After hearing the learned counsel for  both  the  parties  we  come  to  the
following conclusion:
The National Commission has exceeded  its  jurisdiction  in  exercising  its
revisional power under Section 21(b) of the Consumer  Protection  Act,  1986
by setting aside the concurrent  finding  of  fact  recorded  by  the  State
Commission in  First  Appeal  No.  741  of  2006  vide  its  judgment  dated
12.10.2006 wherein the finding of fact recorded by the  District  Forum  was
affirmed.
The facts of the instant case clearly reveal that  the  National  Commission
has  erred  in  observing  that  the  appellant-Society  is   a   commercial
establishment by completely  ignoring  the  Memorandum  of  Association  and
byelaws of the appellant-Society. Both the District Forum  as  well  as  the
State  Commission  have  rightly  held  that  the  appellant-Society  is   a
charitable institution and not a commercial entity. The relevant portion  of
the order passed by the District Forum reads thus:
“6. ……It is not in dispute that complainants are  running  girls  hostel  in
the name of Complainant no.1. Commercial purpose  is  also  explained  under
the provisions of the Act. So far as  activities  of  the  complainants  are
concerned,  they  are  running  girls  hostel  and  receive  fees  from  the
students. The complainants  are  not  carrying  out  commercial  activities.

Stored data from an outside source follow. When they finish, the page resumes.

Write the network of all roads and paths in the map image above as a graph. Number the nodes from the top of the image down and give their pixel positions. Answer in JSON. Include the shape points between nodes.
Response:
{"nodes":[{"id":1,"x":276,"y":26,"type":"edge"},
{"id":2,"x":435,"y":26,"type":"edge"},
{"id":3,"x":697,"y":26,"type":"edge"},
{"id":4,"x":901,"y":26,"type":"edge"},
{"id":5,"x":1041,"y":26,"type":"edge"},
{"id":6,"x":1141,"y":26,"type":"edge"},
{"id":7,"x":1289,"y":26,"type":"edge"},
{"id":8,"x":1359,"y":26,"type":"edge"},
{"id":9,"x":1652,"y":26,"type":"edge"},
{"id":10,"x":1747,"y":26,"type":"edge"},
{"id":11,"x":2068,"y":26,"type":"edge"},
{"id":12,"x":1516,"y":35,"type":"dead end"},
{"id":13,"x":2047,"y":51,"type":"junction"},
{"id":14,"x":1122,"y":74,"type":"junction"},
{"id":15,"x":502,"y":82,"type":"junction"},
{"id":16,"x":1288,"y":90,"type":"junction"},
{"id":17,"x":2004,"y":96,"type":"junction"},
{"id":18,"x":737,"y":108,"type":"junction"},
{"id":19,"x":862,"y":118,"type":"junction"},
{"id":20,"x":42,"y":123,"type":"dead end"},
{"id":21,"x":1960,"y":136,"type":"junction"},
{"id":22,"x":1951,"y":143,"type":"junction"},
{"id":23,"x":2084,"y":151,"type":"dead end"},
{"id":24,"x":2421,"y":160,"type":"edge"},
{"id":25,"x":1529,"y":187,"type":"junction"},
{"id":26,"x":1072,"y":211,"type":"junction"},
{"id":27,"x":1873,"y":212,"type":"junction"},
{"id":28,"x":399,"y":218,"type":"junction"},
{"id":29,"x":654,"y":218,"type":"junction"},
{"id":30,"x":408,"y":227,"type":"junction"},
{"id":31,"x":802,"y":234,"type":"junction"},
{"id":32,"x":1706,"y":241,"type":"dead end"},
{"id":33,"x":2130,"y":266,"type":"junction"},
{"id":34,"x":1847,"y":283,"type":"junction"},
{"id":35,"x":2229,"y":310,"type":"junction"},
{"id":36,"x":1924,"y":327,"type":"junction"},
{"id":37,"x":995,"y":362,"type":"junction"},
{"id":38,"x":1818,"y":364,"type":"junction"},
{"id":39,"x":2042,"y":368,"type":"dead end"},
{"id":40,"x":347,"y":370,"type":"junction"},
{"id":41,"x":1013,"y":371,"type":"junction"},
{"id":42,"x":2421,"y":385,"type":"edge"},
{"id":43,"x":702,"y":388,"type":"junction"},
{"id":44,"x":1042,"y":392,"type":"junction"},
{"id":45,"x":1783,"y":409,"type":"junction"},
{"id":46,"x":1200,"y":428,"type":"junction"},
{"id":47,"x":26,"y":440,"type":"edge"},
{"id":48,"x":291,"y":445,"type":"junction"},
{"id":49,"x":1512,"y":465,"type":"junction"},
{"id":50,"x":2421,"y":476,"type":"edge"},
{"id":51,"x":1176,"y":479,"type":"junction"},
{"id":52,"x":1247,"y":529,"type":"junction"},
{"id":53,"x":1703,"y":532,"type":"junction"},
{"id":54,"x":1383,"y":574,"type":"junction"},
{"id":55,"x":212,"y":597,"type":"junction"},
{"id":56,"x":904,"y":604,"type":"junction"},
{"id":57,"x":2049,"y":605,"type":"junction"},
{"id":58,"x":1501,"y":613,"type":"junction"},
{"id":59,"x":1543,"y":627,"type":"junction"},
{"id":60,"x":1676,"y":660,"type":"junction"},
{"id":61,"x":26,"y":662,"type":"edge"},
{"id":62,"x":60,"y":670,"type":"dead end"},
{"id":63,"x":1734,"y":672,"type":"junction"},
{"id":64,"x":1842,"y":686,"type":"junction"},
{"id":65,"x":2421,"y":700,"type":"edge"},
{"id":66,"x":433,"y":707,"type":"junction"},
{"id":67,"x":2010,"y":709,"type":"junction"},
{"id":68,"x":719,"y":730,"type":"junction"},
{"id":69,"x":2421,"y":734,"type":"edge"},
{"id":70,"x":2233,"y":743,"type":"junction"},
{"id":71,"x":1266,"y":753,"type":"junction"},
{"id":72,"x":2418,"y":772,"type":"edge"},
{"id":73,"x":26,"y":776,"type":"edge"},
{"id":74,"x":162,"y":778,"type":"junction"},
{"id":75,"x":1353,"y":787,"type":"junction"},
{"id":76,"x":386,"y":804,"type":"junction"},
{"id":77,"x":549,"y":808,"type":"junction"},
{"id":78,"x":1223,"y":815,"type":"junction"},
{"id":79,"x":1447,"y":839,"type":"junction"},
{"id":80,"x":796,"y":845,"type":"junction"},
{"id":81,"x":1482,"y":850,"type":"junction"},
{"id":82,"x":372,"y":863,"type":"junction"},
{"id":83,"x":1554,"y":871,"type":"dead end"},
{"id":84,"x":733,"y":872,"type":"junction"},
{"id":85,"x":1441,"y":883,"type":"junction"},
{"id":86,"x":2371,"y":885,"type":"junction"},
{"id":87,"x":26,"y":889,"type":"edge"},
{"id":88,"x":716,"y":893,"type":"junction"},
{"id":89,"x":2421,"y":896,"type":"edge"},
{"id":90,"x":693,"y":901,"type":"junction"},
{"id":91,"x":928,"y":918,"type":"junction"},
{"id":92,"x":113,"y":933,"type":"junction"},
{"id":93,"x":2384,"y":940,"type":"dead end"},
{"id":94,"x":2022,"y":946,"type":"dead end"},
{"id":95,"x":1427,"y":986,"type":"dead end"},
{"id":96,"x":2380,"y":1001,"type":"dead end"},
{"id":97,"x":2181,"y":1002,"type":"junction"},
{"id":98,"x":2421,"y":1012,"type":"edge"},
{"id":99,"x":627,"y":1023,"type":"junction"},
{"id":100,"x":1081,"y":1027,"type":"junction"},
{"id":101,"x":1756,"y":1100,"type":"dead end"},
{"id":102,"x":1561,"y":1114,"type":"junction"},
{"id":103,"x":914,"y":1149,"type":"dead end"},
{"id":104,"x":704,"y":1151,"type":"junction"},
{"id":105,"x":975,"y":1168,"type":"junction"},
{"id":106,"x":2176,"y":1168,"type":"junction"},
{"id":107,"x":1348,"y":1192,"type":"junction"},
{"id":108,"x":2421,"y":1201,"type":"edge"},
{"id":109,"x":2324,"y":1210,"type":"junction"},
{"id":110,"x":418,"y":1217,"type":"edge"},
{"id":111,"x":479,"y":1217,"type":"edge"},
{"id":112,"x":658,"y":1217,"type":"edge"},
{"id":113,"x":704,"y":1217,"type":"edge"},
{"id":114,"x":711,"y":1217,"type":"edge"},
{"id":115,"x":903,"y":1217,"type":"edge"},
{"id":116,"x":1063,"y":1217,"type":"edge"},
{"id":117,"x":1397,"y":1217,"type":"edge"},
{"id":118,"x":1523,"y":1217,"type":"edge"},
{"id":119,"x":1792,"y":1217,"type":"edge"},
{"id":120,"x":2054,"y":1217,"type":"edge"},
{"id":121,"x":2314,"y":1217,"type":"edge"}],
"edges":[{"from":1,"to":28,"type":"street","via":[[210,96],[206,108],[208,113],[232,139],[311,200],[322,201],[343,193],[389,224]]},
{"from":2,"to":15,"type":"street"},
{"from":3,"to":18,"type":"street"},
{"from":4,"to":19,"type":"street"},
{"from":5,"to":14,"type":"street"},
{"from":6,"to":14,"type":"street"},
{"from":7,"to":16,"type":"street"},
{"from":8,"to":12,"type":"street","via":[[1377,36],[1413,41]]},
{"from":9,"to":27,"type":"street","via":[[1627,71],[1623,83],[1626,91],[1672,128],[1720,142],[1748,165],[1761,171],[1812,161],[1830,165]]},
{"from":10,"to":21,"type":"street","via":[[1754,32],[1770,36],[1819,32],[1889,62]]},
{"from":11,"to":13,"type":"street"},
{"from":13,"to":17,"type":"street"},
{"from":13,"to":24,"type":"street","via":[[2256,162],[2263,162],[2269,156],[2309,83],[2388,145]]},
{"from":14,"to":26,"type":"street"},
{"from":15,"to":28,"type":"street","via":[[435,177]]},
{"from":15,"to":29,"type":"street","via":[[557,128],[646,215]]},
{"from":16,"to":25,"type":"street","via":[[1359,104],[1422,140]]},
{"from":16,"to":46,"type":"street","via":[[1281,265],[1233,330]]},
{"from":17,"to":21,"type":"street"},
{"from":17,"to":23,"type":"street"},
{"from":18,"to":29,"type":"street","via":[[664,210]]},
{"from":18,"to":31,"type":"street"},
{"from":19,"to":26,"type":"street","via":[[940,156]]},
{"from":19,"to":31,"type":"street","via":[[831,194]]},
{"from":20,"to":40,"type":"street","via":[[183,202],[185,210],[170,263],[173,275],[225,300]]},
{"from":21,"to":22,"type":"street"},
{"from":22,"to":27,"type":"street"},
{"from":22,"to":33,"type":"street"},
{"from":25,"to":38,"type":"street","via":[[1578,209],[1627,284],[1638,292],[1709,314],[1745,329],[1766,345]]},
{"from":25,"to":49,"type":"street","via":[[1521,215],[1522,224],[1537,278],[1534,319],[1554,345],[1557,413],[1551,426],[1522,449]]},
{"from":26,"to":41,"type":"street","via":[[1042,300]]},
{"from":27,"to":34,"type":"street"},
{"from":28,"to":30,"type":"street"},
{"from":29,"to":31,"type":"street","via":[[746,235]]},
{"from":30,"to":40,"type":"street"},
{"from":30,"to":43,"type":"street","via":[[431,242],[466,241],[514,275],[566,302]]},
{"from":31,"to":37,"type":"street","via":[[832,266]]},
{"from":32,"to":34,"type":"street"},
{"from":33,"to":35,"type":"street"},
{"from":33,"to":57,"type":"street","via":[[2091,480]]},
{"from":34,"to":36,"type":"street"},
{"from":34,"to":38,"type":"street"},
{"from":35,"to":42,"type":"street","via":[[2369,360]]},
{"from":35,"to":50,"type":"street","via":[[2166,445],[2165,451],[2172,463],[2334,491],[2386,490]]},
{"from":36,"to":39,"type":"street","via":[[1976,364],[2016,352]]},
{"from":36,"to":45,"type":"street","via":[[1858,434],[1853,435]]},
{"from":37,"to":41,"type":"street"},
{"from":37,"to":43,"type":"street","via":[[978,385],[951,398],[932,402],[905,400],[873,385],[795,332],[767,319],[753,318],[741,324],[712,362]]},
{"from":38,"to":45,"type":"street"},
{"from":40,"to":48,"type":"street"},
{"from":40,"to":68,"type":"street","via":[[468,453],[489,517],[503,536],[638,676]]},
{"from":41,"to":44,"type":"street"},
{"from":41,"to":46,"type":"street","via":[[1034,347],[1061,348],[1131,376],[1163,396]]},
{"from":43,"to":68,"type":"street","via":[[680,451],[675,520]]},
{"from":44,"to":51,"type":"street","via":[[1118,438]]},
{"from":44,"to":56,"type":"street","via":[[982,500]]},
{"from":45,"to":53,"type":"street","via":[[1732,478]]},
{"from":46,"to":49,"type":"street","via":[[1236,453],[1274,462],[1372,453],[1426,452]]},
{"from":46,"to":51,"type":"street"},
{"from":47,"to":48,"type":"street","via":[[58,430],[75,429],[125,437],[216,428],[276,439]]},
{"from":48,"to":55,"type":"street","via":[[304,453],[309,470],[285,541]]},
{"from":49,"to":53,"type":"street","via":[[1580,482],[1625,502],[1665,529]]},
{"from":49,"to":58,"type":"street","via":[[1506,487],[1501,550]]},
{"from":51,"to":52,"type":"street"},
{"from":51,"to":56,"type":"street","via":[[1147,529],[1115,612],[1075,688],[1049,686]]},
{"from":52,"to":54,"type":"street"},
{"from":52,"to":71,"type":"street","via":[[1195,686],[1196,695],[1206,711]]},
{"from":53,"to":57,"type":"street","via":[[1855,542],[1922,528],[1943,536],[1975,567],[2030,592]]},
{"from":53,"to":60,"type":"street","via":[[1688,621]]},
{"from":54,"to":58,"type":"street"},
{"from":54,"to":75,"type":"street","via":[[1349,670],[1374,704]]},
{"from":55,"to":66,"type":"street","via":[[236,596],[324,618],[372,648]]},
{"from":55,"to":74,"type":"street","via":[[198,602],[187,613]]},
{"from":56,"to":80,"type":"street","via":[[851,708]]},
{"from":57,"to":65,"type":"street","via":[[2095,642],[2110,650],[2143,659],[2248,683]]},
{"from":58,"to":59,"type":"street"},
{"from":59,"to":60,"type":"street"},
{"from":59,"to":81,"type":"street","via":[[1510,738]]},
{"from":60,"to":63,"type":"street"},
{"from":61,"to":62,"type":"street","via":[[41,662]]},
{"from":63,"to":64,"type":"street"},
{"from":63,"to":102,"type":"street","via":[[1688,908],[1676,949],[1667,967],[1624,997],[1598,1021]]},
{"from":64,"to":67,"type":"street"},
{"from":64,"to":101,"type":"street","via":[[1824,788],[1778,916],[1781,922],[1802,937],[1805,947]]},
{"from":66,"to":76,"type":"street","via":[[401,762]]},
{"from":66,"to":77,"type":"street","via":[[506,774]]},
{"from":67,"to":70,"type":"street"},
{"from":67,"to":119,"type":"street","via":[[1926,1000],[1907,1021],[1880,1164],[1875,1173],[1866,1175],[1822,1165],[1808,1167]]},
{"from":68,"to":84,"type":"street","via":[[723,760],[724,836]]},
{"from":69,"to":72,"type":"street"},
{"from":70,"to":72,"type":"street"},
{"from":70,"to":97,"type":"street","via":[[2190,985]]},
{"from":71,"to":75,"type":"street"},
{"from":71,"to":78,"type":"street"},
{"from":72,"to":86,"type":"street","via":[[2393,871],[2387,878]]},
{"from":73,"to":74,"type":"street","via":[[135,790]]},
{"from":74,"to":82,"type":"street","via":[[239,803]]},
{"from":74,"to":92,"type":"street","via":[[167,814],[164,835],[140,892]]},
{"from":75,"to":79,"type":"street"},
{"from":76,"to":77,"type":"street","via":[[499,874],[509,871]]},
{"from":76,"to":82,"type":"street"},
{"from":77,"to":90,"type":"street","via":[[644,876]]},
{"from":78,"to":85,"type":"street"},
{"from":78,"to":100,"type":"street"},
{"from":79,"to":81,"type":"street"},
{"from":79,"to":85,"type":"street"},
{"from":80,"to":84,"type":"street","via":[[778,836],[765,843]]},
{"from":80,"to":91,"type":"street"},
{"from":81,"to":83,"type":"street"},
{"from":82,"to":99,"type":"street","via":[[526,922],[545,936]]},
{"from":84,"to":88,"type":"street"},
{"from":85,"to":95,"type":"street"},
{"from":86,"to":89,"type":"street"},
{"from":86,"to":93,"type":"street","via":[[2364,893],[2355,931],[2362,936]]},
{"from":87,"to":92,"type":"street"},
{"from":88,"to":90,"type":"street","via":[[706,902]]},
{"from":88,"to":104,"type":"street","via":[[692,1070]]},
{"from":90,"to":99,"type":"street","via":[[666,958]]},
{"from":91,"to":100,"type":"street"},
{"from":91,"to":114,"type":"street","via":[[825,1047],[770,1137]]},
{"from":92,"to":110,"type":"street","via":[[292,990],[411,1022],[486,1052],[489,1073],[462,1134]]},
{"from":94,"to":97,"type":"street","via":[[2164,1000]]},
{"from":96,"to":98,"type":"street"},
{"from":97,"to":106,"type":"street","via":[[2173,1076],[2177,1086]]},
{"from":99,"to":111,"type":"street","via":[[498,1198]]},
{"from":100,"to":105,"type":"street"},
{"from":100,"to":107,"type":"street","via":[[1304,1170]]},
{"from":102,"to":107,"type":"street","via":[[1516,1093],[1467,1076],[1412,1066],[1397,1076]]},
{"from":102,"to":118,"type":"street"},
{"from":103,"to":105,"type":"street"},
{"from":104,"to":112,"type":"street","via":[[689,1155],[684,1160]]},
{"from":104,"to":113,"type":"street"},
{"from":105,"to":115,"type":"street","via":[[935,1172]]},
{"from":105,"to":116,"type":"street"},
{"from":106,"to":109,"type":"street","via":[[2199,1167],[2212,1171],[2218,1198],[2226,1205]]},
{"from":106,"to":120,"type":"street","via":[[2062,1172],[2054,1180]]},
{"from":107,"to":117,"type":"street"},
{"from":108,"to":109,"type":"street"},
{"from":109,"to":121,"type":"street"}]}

Purchase of goods namely tiles are for the purpose of their  hostel  and  it
cannot be said that tiles is subject matter of their business. Whenever  any
person purchases goods for carrying  out  business  for  commercial  or  for
livelihood then only question regarding purchase of goods  or  availing  any
activities from trader or professional  arises.  The  complainants  are  not
carrying on business of  purchase  from  opponents.  Otherwise  also  hostel
premises can  be  constructed  and  there  is  no  direct  relation  between
commercial activity. Therefore, the defence of opponents  that  complainants
are carrying  on  business  activities  and  thereby  complainants  are  not
consumer is not acceptable. Hence, we hold that  complainants  are  consumer
of opponents and defence of opponents is rejected.”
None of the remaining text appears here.